→ TASK REQUIREMENTS
Copy the lines below that contain "مصعب".

[Dataset entries]

□ □ □ □ □

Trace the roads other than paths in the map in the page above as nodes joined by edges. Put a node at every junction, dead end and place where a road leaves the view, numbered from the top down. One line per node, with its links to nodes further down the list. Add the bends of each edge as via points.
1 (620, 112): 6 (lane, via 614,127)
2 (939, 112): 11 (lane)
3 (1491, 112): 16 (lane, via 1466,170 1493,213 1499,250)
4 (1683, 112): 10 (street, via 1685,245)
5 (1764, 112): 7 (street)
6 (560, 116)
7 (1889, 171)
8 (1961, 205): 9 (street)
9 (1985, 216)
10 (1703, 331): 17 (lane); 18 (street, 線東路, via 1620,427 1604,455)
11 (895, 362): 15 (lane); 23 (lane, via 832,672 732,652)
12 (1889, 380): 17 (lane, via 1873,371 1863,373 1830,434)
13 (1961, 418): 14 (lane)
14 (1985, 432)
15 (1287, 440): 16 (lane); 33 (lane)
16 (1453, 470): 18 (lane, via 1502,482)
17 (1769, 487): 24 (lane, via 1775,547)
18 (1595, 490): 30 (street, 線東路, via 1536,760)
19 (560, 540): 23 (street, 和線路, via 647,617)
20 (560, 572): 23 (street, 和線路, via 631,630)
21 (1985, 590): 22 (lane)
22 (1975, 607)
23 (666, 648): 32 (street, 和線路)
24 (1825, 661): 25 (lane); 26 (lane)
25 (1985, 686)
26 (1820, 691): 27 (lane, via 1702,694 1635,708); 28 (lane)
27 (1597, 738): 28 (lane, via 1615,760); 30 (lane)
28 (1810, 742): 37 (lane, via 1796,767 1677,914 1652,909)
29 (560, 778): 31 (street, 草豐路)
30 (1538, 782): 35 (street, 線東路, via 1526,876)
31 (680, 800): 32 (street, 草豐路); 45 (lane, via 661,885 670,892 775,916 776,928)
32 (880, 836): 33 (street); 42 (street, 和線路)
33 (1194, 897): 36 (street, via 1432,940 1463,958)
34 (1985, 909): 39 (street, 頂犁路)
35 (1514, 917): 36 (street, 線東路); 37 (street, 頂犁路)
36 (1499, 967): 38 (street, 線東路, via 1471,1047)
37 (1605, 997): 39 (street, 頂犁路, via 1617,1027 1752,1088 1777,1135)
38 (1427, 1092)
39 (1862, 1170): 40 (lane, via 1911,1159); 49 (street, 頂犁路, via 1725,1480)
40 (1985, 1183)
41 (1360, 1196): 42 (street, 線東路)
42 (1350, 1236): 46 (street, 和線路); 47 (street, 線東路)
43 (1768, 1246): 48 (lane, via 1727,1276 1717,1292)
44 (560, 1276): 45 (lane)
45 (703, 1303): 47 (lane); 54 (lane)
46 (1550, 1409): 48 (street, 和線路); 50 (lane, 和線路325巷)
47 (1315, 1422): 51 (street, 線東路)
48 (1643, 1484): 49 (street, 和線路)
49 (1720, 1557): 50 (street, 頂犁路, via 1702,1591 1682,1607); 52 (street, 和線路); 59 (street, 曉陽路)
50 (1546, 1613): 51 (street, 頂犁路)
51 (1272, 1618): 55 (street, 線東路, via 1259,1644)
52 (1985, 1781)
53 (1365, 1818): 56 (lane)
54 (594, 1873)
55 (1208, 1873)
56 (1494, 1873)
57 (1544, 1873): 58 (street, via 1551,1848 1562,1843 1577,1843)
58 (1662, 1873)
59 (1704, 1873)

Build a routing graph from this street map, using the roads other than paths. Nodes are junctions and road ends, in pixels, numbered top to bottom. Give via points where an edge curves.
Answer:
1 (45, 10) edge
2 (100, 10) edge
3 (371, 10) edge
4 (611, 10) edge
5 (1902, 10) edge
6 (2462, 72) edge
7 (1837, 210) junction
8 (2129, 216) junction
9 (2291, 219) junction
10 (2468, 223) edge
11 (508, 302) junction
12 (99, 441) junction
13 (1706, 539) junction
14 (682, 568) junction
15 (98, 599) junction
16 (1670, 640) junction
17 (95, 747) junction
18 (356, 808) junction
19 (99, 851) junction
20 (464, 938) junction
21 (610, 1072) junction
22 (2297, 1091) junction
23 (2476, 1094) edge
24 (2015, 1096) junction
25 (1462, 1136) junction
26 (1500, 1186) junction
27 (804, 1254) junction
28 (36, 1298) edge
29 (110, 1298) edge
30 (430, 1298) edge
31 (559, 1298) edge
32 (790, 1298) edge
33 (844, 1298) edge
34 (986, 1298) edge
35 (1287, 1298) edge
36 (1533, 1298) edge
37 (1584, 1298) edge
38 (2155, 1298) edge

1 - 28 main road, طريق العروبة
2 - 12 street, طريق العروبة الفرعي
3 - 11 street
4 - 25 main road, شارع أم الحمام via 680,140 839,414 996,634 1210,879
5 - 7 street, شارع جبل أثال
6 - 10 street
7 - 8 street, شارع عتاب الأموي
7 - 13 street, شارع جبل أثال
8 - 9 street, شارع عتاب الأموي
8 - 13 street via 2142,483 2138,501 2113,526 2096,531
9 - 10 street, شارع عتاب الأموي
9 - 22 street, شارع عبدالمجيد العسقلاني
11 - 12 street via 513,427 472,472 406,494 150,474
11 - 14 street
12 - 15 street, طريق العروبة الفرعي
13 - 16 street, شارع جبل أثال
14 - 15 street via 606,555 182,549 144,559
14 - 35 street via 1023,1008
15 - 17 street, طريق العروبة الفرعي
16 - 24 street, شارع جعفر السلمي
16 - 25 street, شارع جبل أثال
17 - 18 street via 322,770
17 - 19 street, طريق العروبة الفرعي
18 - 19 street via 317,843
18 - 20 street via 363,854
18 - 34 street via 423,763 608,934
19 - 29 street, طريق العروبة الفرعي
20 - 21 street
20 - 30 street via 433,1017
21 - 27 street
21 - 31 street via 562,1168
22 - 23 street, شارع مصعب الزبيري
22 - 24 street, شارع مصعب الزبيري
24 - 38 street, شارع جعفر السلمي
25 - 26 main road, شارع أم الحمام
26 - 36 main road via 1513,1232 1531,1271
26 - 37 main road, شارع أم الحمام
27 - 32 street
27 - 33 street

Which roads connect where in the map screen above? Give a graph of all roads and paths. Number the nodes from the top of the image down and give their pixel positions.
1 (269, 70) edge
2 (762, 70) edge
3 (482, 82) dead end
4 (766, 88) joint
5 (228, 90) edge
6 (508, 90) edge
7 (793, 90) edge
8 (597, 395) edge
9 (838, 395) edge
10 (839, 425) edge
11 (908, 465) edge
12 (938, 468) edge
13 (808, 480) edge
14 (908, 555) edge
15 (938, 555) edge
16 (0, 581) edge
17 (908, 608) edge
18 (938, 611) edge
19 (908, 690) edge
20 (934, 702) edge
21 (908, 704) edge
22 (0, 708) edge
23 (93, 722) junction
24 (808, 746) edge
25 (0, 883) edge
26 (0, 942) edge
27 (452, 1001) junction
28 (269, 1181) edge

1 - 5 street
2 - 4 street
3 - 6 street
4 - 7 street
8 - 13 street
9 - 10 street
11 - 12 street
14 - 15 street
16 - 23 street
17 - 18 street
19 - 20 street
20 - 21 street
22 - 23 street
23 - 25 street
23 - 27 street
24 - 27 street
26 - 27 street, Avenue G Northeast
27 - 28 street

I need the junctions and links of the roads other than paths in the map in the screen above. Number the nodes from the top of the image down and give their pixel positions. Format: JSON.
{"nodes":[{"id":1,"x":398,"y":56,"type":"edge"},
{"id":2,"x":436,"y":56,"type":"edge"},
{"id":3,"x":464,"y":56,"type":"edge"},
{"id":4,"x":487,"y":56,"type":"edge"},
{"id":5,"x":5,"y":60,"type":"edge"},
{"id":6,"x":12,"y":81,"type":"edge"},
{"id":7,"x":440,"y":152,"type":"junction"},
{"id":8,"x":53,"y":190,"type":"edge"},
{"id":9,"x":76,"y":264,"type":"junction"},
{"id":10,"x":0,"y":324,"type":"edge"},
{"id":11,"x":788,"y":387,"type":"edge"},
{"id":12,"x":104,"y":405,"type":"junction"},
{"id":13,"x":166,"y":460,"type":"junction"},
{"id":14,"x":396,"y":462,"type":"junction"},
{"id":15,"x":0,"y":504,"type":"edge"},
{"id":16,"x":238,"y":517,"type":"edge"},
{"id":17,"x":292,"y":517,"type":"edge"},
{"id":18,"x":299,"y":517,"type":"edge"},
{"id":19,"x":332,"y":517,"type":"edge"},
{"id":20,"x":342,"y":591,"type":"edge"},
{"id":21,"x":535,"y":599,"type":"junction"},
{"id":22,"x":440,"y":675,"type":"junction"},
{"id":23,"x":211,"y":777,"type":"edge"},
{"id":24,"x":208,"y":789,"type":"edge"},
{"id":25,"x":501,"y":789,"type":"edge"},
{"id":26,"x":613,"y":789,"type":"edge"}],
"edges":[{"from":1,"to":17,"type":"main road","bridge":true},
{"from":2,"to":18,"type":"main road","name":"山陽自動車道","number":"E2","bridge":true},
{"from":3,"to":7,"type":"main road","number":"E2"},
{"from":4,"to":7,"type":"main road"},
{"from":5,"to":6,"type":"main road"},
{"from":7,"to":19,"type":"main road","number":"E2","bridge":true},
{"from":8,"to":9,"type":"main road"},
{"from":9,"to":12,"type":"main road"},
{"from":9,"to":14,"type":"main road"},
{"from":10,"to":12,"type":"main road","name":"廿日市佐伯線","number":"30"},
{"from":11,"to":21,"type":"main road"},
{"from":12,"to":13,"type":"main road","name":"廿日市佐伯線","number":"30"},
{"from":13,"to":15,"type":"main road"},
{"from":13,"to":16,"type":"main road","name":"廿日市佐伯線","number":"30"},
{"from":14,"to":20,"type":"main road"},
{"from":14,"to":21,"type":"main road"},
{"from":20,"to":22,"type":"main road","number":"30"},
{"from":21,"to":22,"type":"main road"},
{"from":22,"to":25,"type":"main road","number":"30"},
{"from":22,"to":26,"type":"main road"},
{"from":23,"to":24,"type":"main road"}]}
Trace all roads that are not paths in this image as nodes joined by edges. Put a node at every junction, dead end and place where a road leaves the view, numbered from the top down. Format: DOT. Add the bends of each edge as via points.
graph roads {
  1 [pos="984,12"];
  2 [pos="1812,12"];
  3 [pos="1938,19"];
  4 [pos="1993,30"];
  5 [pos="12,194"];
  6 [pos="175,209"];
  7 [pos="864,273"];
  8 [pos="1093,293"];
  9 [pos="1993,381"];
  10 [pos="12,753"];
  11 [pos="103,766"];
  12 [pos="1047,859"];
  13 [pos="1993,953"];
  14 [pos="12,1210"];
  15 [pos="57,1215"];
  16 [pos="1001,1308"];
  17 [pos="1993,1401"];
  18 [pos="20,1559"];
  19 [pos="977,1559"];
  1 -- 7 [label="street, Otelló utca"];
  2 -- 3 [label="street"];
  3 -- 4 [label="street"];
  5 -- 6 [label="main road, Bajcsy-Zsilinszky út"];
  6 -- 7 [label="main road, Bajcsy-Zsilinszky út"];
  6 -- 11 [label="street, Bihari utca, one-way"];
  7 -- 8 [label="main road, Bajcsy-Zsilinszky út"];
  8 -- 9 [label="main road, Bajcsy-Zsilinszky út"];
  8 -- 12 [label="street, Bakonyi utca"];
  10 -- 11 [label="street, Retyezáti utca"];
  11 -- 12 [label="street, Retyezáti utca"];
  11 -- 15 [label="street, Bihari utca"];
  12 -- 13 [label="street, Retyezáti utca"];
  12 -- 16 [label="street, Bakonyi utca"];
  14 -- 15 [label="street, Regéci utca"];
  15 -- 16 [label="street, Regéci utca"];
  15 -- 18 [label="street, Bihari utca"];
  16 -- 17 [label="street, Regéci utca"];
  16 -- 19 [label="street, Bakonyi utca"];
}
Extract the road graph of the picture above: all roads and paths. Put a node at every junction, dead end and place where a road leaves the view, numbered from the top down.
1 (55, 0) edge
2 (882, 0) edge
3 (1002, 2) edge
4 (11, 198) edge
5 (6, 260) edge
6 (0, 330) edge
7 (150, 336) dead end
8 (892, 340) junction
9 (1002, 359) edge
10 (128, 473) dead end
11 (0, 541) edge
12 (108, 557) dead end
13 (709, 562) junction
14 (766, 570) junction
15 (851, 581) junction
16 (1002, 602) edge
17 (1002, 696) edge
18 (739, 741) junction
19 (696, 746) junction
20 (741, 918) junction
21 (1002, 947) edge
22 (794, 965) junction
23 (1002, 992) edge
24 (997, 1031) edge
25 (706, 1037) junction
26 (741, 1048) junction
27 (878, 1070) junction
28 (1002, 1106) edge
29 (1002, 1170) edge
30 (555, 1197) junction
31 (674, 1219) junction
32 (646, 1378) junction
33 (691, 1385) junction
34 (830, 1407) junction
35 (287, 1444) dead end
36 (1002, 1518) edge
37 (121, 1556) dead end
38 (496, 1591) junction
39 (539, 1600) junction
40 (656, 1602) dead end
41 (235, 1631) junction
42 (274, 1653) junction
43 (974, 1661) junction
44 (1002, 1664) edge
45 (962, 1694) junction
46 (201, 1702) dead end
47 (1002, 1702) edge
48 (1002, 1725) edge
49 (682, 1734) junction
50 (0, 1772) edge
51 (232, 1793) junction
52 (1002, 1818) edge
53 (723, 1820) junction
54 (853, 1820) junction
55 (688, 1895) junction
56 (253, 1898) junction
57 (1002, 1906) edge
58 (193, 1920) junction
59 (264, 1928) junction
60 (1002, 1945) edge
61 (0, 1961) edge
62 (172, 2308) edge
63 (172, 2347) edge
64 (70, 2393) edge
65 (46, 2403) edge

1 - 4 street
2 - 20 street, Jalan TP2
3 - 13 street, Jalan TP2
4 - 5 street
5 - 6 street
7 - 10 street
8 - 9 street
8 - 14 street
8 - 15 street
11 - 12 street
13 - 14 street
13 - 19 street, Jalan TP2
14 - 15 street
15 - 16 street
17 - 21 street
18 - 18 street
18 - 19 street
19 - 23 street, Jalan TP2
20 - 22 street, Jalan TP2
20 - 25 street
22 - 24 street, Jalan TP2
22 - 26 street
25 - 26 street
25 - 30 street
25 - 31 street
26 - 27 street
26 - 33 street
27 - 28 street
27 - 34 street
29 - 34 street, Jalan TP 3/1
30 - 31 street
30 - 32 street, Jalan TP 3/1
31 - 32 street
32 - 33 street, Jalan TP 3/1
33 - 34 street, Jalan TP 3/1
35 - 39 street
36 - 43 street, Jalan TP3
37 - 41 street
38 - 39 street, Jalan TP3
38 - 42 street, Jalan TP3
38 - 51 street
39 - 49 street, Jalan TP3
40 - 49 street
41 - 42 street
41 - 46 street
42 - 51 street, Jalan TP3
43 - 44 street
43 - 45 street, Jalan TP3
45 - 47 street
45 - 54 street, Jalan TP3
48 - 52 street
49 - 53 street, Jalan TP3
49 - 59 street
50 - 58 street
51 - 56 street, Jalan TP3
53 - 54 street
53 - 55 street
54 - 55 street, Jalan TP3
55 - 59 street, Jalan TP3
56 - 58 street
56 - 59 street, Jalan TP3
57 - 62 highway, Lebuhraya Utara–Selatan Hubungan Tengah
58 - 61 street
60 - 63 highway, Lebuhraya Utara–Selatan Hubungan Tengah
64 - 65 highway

□ □ □ □ □

→ TASK ANSWER
22 - 23 street, شارع مصعب الزبيري
22 - 24 street, شارع مصعب الزبيري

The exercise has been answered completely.